本文研究的是不同上样量和洗脱流速对凝胶过滤纯化效果的影响。上样量过多，会造成洗脱峰的重叠，影响分离效果；加样过少，提纯后各组分量少、浓度较低，生产效率低[7]。洗脱速度也会影响凝胶过滤的分离效果，洗脱速度要恒定而且合适。一般来讲，洗脱速度慢一些，样品可以与凝胶基质充分平衡，分离效果好，但洗脱速度过慢又会造成样品扩散，加剧区带变宽，反而会降低分辨率，而且生产时间会大大延长，所以实验中应根据实际情况来选择合适的洗脱速度[8]。

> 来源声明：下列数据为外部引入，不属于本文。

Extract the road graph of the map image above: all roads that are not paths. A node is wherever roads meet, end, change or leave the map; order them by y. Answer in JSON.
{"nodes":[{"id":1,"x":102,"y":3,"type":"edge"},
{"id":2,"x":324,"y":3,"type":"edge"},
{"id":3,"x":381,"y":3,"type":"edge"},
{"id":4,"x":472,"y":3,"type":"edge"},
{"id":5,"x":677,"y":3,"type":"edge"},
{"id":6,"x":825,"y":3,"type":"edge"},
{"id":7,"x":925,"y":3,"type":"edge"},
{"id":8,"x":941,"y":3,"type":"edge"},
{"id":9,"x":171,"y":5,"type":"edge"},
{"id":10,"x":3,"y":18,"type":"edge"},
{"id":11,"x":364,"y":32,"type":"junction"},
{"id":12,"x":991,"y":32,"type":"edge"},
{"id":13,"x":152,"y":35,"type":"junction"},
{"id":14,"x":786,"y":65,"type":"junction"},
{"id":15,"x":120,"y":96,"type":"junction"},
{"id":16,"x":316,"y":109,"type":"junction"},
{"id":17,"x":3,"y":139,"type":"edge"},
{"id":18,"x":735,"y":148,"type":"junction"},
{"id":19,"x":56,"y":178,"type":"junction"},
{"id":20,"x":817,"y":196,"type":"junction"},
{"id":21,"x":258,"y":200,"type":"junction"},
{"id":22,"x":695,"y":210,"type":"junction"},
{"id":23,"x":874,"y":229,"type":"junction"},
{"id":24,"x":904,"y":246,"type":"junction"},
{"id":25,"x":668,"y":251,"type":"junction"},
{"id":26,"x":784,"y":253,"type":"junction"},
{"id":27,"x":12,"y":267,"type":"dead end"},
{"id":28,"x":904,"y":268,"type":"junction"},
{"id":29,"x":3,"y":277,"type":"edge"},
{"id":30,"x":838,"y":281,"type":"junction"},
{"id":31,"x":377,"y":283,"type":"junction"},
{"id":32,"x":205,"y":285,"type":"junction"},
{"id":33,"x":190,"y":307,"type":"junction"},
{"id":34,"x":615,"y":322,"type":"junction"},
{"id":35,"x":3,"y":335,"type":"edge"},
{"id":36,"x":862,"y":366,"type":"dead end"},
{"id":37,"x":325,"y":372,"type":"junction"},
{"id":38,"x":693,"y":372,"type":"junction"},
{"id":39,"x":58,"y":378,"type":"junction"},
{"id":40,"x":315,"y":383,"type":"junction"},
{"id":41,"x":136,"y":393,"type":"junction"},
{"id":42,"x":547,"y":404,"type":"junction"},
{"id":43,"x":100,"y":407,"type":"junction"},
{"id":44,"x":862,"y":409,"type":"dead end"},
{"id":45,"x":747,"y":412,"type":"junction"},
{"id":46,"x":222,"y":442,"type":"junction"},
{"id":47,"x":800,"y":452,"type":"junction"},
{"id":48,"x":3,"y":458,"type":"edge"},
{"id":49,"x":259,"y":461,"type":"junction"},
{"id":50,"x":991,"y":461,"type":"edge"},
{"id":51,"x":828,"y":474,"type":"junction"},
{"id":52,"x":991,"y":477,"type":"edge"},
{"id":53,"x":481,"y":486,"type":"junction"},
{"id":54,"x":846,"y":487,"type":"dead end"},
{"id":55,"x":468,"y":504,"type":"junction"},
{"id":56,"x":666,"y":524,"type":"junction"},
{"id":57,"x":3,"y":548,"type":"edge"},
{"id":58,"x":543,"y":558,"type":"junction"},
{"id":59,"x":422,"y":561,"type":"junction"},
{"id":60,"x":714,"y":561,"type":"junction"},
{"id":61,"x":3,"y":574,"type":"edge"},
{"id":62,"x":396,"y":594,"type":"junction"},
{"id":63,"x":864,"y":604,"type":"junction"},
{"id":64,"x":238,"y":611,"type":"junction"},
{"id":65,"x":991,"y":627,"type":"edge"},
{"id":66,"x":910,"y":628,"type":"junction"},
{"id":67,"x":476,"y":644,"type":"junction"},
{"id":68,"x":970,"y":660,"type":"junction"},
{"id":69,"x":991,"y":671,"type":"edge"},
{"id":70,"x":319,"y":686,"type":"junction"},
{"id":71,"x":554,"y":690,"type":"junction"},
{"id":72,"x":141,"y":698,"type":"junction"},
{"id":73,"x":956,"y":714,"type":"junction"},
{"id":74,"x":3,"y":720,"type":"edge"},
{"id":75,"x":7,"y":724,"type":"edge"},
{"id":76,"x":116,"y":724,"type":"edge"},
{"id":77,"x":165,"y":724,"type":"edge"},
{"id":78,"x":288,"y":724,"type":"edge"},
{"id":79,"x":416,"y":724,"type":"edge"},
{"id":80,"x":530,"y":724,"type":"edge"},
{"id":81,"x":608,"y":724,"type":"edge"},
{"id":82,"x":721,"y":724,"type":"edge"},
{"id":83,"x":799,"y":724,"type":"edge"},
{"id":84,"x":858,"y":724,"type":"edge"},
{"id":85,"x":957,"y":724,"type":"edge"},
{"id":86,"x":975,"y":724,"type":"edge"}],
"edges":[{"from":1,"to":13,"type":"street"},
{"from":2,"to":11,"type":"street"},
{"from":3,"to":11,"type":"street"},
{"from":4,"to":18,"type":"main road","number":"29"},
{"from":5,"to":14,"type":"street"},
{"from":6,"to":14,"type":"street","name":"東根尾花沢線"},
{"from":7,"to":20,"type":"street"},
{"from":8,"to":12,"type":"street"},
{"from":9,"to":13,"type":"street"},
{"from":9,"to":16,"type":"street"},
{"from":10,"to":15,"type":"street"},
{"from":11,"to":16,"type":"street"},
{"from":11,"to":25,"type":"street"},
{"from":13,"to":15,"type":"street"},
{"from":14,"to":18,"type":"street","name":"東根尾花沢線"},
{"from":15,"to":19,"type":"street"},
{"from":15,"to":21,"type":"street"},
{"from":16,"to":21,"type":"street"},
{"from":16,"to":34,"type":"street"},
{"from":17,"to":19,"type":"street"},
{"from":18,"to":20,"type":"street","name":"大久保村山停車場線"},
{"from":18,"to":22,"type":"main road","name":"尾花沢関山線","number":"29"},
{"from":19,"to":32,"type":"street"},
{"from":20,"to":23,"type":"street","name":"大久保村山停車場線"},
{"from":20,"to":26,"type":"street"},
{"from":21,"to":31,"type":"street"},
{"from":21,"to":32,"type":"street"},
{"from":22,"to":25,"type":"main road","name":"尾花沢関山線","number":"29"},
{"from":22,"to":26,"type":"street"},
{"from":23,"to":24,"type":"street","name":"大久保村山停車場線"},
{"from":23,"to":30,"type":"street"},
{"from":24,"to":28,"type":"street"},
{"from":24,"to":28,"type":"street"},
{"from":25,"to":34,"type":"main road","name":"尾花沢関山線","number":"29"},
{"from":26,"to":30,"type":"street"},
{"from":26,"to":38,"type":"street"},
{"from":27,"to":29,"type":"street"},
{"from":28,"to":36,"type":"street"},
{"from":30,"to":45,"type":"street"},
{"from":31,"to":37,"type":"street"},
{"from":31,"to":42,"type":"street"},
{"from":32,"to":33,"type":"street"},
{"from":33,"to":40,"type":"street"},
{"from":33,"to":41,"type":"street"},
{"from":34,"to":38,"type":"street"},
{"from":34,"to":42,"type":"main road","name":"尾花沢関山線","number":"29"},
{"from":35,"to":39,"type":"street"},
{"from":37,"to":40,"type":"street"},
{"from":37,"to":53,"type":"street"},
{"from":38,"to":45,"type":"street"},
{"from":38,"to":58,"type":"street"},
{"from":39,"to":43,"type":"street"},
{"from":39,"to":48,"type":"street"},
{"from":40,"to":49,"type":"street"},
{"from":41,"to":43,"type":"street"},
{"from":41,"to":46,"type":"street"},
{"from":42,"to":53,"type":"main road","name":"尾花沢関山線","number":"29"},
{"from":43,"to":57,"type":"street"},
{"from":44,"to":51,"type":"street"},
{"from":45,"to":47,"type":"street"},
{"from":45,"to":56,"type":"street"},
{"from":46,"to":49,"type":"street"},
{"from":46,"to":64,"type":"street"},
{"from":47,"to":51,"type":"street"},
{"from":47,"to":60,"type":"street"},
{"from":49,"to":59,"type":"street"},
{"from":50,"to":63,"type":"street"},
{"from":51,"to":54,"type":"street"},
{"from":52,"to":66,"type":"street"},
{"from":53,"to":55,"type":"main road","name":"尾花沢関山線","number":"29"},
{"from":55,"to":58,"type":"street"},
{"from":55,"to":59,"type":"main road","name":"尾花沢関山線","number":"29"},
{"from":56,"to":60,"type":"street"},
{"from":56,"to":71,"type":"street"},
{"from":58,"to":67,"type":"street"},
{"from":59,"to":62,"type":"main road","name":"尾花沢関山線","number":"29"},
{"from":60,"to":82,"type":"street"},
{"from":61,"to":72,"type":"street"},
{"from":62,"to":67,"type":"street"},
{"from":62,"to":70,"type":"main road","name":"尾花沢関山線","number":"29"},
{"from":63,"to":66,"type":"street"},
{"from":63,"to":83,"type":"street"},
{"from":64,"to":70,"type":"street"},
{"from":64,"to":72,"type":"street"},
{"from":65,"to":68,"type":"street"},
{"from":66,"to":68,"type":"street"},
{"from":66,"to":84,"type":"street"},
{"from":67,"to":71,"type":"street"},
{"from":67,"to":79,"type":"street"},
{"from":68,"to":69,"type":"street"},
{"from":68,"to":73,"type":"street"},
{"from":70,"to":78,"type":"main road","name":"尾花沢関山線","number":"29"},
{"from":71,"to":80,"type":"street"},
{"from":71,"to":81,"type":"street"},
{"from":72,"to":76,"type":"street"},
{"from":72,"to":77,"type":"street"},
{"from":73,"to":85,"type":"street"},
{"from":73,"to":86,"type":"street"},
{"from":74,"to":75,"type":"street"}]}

通过试验显示，当上样量为5%～8%柱床体积时，病毒峰与杂蛋白峰可以完全分开，杂蛋白去除率在93%以上。洗脱流速是柱层析获得良好分离效果的另一重要条件，随着洗脱流速的增加，A、B峰间的连线越来越短，以128 mL/min洗脱时，无论是杂蛋白去除率还是抗原回收率效果均不如77 mL/min和102 mL/min，这是因为凝胶层析的分离作用主要取决于分子扩散进入凝胶的机会，流速过快有些分子来不及在分子筛中分配而流出。

真空冷冻干燥主要分为预冻、一次干燥和二次干燥。在冻干过程中要根据保护剂特性调整冻干程序，因此冻干工艺参数是调节冻干程序的重要依据之一，包括制品的固化温度和崩解温度[9]。预冻阶段，保证制品的温度低于共晶点温度，使得制品完全冻实，本次所有冻干曲线的预冻温度均设定为-42℃，保证了制品完全冻结；一次升华阶段，制品的温度要低于塌陷温度，防止制品出现局部或者整体塌陷的情况，当一次升华温度设定为-13℃和-18℃时，制品温度始终低于塌陷温度，制品外观光滑、疏松，但由于-18℃的设定温度偏低，冻干导致制品的残余水分增加，干燥效率降低，同时由于残余水分过大，导致热稳定性试验中制品出现了萎缩的现象，使得制品的效力大幅度下降。